Starlight yowled to be let out.
Like a zombie, Reg walked to the spare room door and opened it. Starlight pushed his way out. He rubbed against her leg, looking up at her. Then he sat back and washed his whiskers. He advanced into the kitchen and looked over at Corvin. He looked back at Reg. His glare was like an accusation.
“And now the fun begins,” Corvin intoned.
Reg looked at him, no idea what he meant. There was a brisk knock at the door, and the handle turned, but it was bolted from the night before, so there was a soft thud on the door when Sarah had expected it to open and instead ran into it. Reg looked at Corvin and didn’t move.
“She’s not going to go away,” he told her.
It took a long time for Reg to get her feet moving. She shuffled over to the door and slid the bolt. She opened the door.
Sarah took one look at Reg and color rushed to her cheeks. Her eyes snapped. She entered the room and looked around for Corvin.
“You beast! How could you do such a thing? I’ll have you before your coven!”
Corvin smirked. “I had her consent. I haven’t broken any rules.”
Sarah turned her head to look at Reg. “You gave him your powers willingly?”
“I…” Reg tried to make sense of their conversations and what had happened the previous night. “I d
on’t know. I guess… I did. I don’t really remember…”
“He glamoured you.”
Sarah looked at Corvin, who was casually swinging the locket by its chain. Scowling even more deeply, she strode over to him and snatched it from his hand.
“That is not yours.”
“I didn’t break the ward.”
“No,” Sarah agreed, shooting a look at Reg. “I did everything I could to protect you. I told you that you were playing with fire. Why would you break the protections I put in place? You brought him into your house. You removed the ward. Why?”
Reg hugged herself. There was a yawning emptiness in her, like she was hungry, but it wasn’t hunger. She felt naked and vulnerable in front of Corvin and Sarah, and it wasn’t because all she had on was the housecoat. “I didn’t know!”

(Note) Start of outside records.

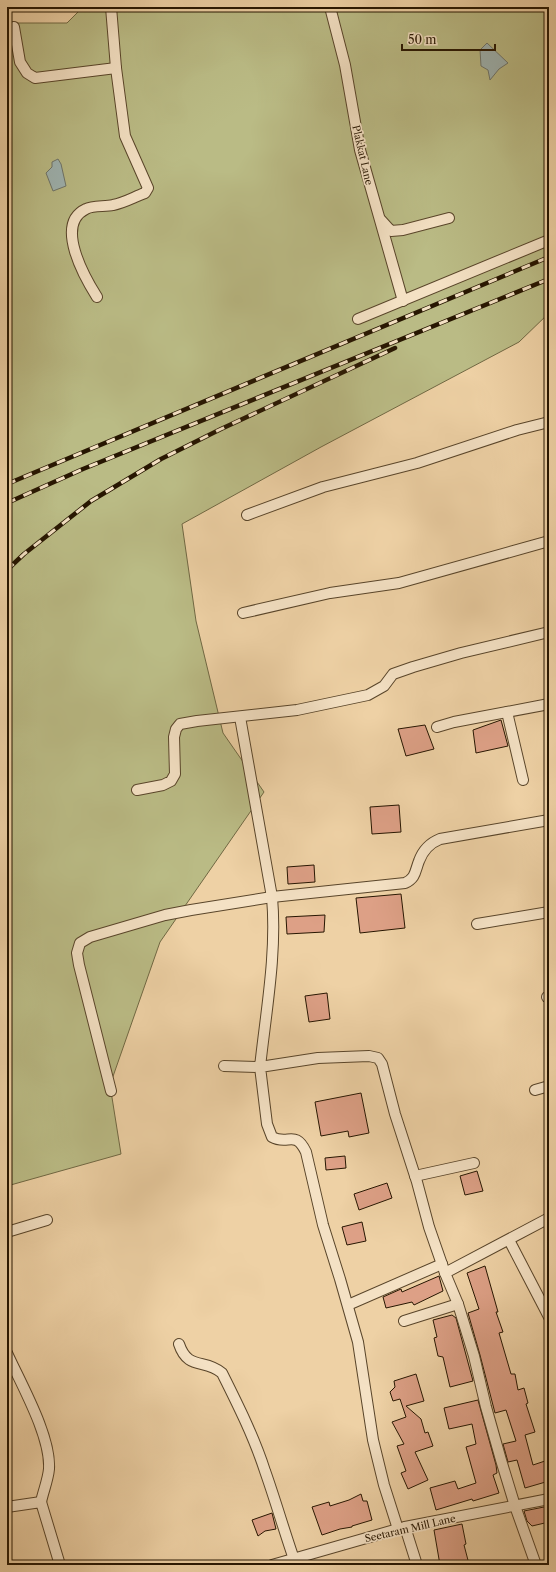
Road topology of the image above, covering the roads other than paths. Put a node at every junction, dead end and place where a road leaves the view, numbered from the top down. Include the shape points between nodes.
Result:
1 (111, 7) edge
2 (330, 7) edge
3 (14, 27) dead end
4 (116, 68) junction
5 (379, 218) junction
6 (449, 218) dead end
7 (549, 240) edge
8 (96, 298) dead end
9 (403, 301) junction
10 (358, 319) dead end
11 (549, 422) edge
12 (247, 515) dead end
13 (549, 541) edge
14 (243, 613) dead end
15 (549, 632) edge
16 (549, 704) edge
17 (507, 712) junction
18 (240, 717) junction
19 (437, 727) dead end
20 (523, 780) dead end
21 (137, 790) dead end
22 (549, 820) edge
23 (272, 897) junction
24 (549, 912) edge
25 (477, 924) dead end
26 (224, 1066) dead end
27 (260, 1067) junction
28 (549, 1086) edge
29 (535, 1090) dead end
30 (111, 1092) dead end
31 (474, 1163) dead end
32 (416, 1176) junction
33 (549, 1218) edge
34 (47, 1220) dead end
35 (7, 1232) edge
36 (509, 1240) junction
37 (443, 1269) junction
38 (458, 1304) junction
39 (348, 1305) junction
40 (549, 1317) edge
41 (404, 1321) dead end
42 (179, 1344) dead end
43 (7, 1354) edge
44 (549, 1499) edge
45 (41, 1502) junction
46 (8, 1504) edge
47 (515, 1506) junction
48 (402, 1528) junction
49 (294, 1562) edge
50 (60, 1565) edge
51 (272, 1565) edge
52 (417, 1565) edge
53 (536, 1565) edge

1 - 4 street
2 - 5 street, Plakkat Lane via 345,65 360,150
3 - 4 street via 20,62 27,73 35,78
4 - 8 street via 125,136 148,188 145,193 113,205 86,209 77,216 71,232 75,254
5 - 6 street via 391,231
5 - 9 street, Plakkat Lane
7 - 9 street
9 - 10 street
11 - 12 street via 516,430 417,463 323,487
13 - 14 street via 399,583 330,593
15 - 18 street via 460,652 413,666 393,674 384,686 368,695 297,710
16 - 17 street
17 - 19 street
17 - 20 street
18 - 21 street via 180,724 174,738 175,774 171,781
18 - 23 street
22 - 23 street via 440,839 431,843 419,860 416,873 405,883
23 - 27 street via 272,955
23 - 30 street via 165,915 90,937 80,943 77,953 78,965
24 - 25 street
26 - 27 street
27 - 32 street via 318,1058 378,1058
27 - 39 street via 272,1137 278,1140 296,1139 302,1143 306,1152 323,1225
28 - 29 street
31 - 32 street
32 - 37 street
33 - 36 street
34 - 35 street
36 - 37 street
36 - 40 street
37 - 38 street
37 - 39 street
38 - 41 street
38 - 47 street
39 - 48 street via 358,1342 373,1440 384,1485
42 - 49 street via 182,1354 187,1359 222,1373 243,1414 265,1471
43 - 45 street via 41,1429 47,1450 49,1470
44 - 47 street, Seetaram Mill Lane
45 - 46 street
45 - 50 street
47 - 48 street, Seetaram Mill Lane
47 - 53 street
48 - 49 street, Seetaram Mill Lane
48 - 52 street
49 - 51 street, Seetaram Mill Lane

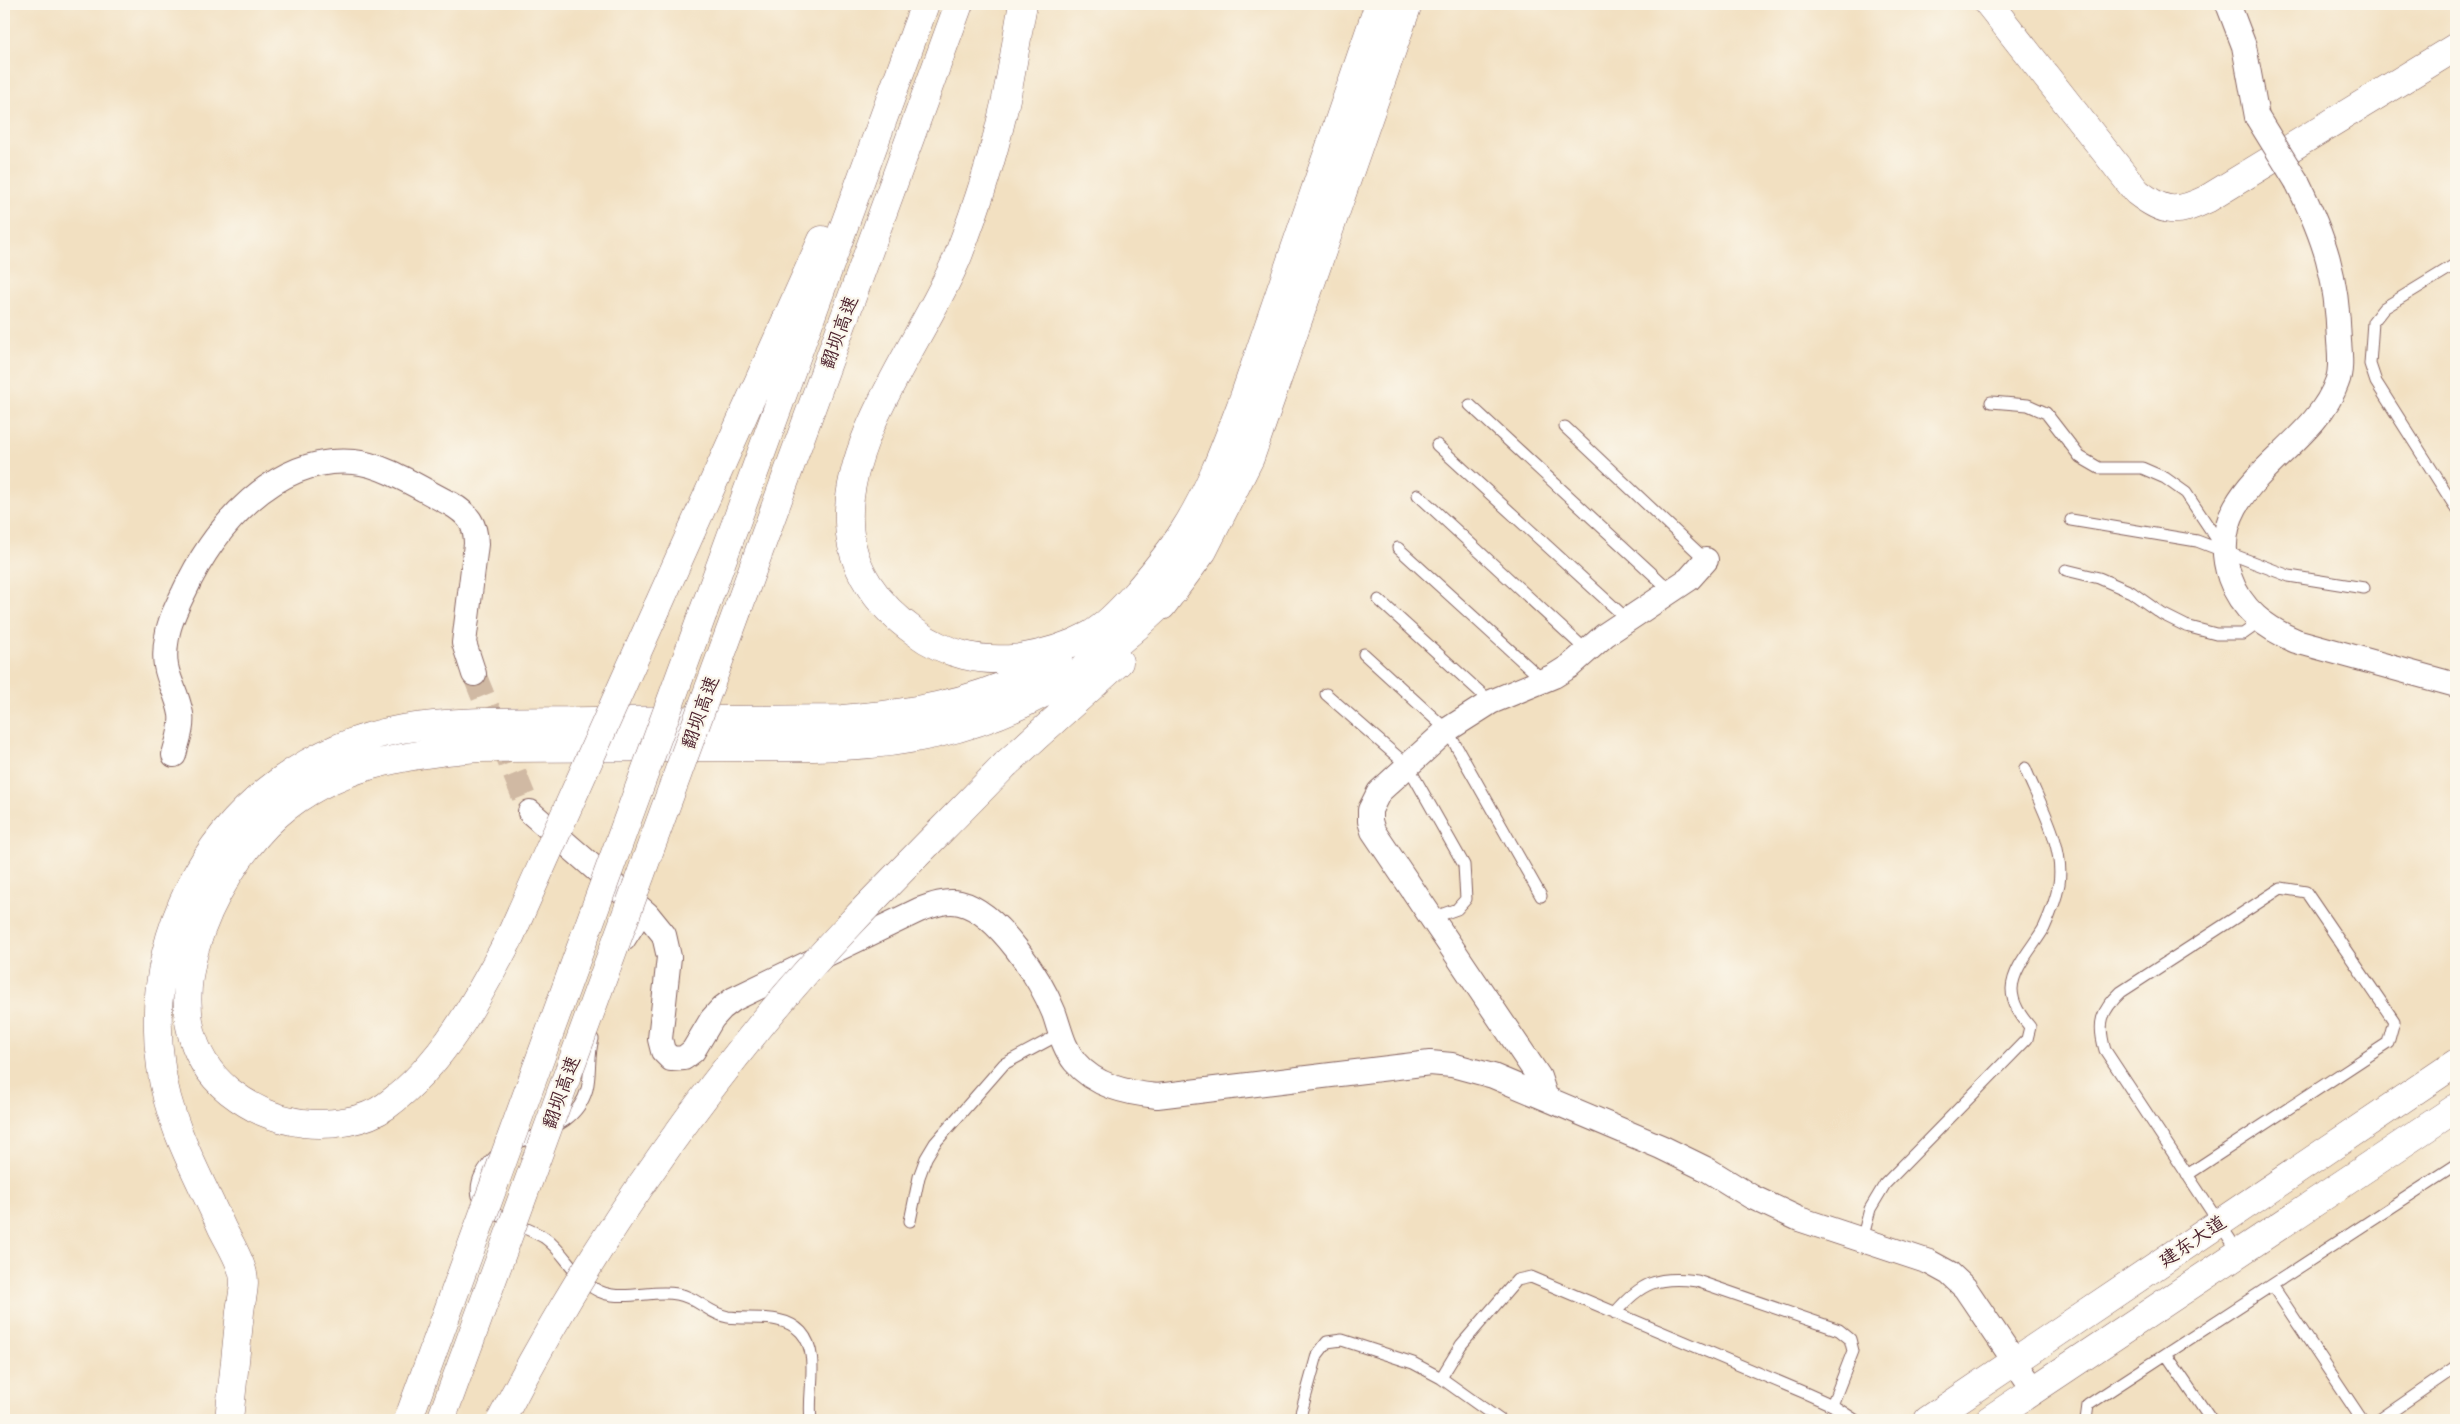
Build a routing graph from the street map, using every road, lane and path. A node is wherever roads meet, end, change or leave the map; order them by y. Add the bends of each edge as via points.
1 (959, 4) edge
2 (1023, 4) edge
3 (1379, 4) edge
4 (1408, 4) edge
5 (1989, 4) edge
6 (2228, 4) edge
7 (922, 14) edge
8 (2456, 47) edge
9 (2456, 264) edge
10 (1991, 402) dead end
11 (1470, 404) dead end
12 (1565, 427) dead end
13 (1437, 445) dead end
14 (2452, 494) edge
15 (1418, 495) dead end
16 (2456, 508) edge
17 (2071, 520) dead end
18 (1398, 548) dead end
19 (2225, 551) junction
20 (1706, 560) joint
21 (2066, 570) dead end
22 (2364, 588) dead end
23 (1671, 591) junction
24 (1172, 592) junction
25 (1378, 600) dead end
26 (1628, 620) junction
27 (2260, 622) junction
28 (1093, 633) junction
29 (1587, 651) junction
30 (1364, 654) dead end
31 (474, 674) tunnel mouth
32 (1544, 680) junction
33 (2456, 685) edge
34 (1326, 694) dead end
35 (1491, 702) junction
36 (1447, 730) junction
37 (174, 755) dead end
38 (1408, 766) junction
39 (2024, 768) dead end
40 (530, 812) tunnel mouth
41 (1541, 896) dead end
42 (647, 914) junction
43 (1432, 918) junction
44 (1060, 1034) junction
45 (2456, 1063) edge
46 (1546, 1098) junction
47 (2456, 1108) edge
48 (2456, 1165) edge
49 (2187, 1175) junction
50 (910, 1222) dead end
51 (2219, 1223) junction
52 (1862, 1240) junction
53 (2239, 1253) junction
54 (2272, 1285) junction
55 (1615, 1313) junction
56 (2166, 1354) junction
57 (2014, 1361) junction
58 (2456, 1367) edge
59 (1441, 1378) junction
60 (2034, 1390) junction
61 (1832, 1405) junction
62 (229, 1420) edge
63 (408, 1420) edge
64 (441, 1420) edge
65 (502, 1420) edge
66 (811, 1420) edge
67 (1299, 1420) edge
68 (1500, 1420) edge
69 (1855, 1420) edge
70 (1928, 1420) edge
71 (1989, 1420) edge
72 (2086, 1420) edge
73 (2211, 1420) edge
74 (2362, 1420) edge
75 (2379, 1420) edge

1 - 64 main road, 翻坝高速, bridge
2 - 28 main road via 1004,111 975,212 934,306 864,445 851,487 849,524 861,570 881,602 925,640 952,652 981,659 1020,658 1067,646
3 - 28 main road via 1243,400 1206,491 1183,532 1155,571 1127,604
4 - 24 main road via 1250,458 1203,551
5 - 8 main road via 2137,192 2152,204 2171,211 2190,207 2207,198
6 - 19 street, bridge via 2244,46 2257,117 2318,226 2332,271 2340,367 2338,382 2312,424 2259,474 2236,504 2227,528
7 - 24 main road, bridge via 657,608 510,939 457,1030 425,1072 384,1107 352,1121 318,1124 283,1120 249,1107 220,1083 201,1056 190,1025 187,992 196,942 215,895 242,852 278,814 321,785 370,764 423,753 477,748 844,746 936,734 981,721 1065,682 1103,657
7 - 63 main road, 翻坝高速, bridge
9 - 14 lane via 2384,308 2373,322 2370,364 2376,382
10 - 19 lane via 2028,405 2046,413 2080,457 2099,468 2142,468 2165,478 2186,493
11 - 23 lane
12 - 20 lane
13 - 26 lane
14 - 16 lane
15 - 29 lane
17 - 19 lane via 2196,541
18 - 32 lane
19 - 22 lane via 2289,576
19 - 27 street via 2234,588
20 - 23 street via 1689,579
21 - 27 lane via 2099,578 2131,592 2186,626 2216,634 2243,634
23 - 26 street
24 - 65 main road, bridge via 1121,661 1006,764 840,935 766,1018 696,1107 631,1200 570,1296
25 - 35 lane
26 - 29 street
27 - 33 street via 2296,642
28 - 62 main road via 1052,663 1015,682 934,708 888,716 475,722 399,730 363,740 313,761 268,789 241,813 197,872 180,908 160,978 157,1027 161,1070 171,1110 244,1275
29 - 32 street via 1570,666
30 - 36 lane
31 - 37 street via 464,643 476,544 471,520 451,504 379,469 356,462 333,461 310,466 249,500 219,533 190,578 167,635 164,659 181,714
32 - 35 street
34 - 38 lane
35 - 36 street
36 - 38 street
36 - 41 lane
38 - 43 street via 1379,792 1370,810 1370,820 1373,831
38 - 43 lane via 1464,865 1466,899 1457,909
39 - 52 lane via 2055,841 2060,863 2053,907 2016,973 2012,988 2015,1003 2030,1027 2027,1039 1885,1184 1870,1209
40 - 42 street
42 - 44 street via 664,934 668,946 660,1039 663,1051 672,1059 684,1058 693,1051 712,1019 734,999 919,910 945,903 973,908 986,915 1004,933 1044,993
42 - 66 lane via 626,947 598,1025 591,1045 587,1088 578,1111 564,1123 501,1151 487,1164 478,1181 478,1197 488,1210 551,1243 592,1289 627,1296 675,1293 696,1299 718,1314 784,1322 800,1331 810,1344
43 - 46 street via 1539,1076
44 - 46 street via 1075,1062 1088,1074 1103,1084 1138,1094 1174,1094 1430,1063 1493,1076
44 - 50 lane via 1004,1064 935,1143 919,1177
45 - 51 main road, 建东大道
46 - 52 street via 1661,1147 1708,1170 1752,1198 1799,1219
47 - 53 main road, 建东大道
48 - 54 lane
49 - 49 lane via 2104,1050 2100,1034 2102,1018 2109,1004 2121,992 2281,888 2306,892 2394,1021 2388,1043
49 - 51 lane
51 - 53 lane
51 - 57 main road, 建东大道
52 - 57 street via 1930,1262 1949,1273 1965,1288
53 - 60 main road, 建东大道
54 - 56 lane
54 - 74 lane
55 - 59 lane via 1531,1277 1524,1277 1517,1280 1461,1345
55 - 61 lane
55 - 61 lane via 1630,1295 1673,1278 1697,1281 1839,1330 1850,1338 1853,1351
56 - 72 lane via 2088,1405
56 - 73 lane
57 - 60 street
57 - 70 main road, 建东大道
58 - 75 lane
59 - 67 lane via 1413,1363 1342,1340 1327,1342 1317,1355
59 - 68 lane
60 - 71 main road, 建东大道
61 - 69 lane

“You had to know. You had to give him leave!” Sarah sent another accusing glare in Corvin’s direction.
“She expressed a wish to give up her powers,” Corvin said smoothly. “She invited me in, broke the ward, and yielded them up. What more do you want from me?”
“I didn’t understand,” Reg protested. She closed her eyes and covered her ears, trying to reset the silence in her head. It was like the feeling of her ears being blocked after swimming or flying, waiting for them to pop and restore her hearing. She knew it wasn’t physical, but she didn’t know what to do. “He tricked me!”
“Well, what did you expect from a warlock?” Sarah said scathingly. “I told you he was dangerous. You thought he would be honest with you about his intentions?”
“I didn’t… I never even knew it was possible…”
“All the more reason to be careful and listen to your elders! You played the part of a willful child and look what happened!”
Reg just wanted to fold up into herself and disappear. “I’m sorry. What am I supposed to do? How do I…?”
Sarah looked at Corvin. He shook his head.
“No. She’s not getting them back. I gave her what she wanted, she gave me what I wanted. It was a fair exchange.”
“It’s never a fair exchange with one like you.” Sarah turned back to Reg. “He would have to restore them willingly, of his own free choice. No one can force him or take them from him. And these soul-suckers never give them back by choice.”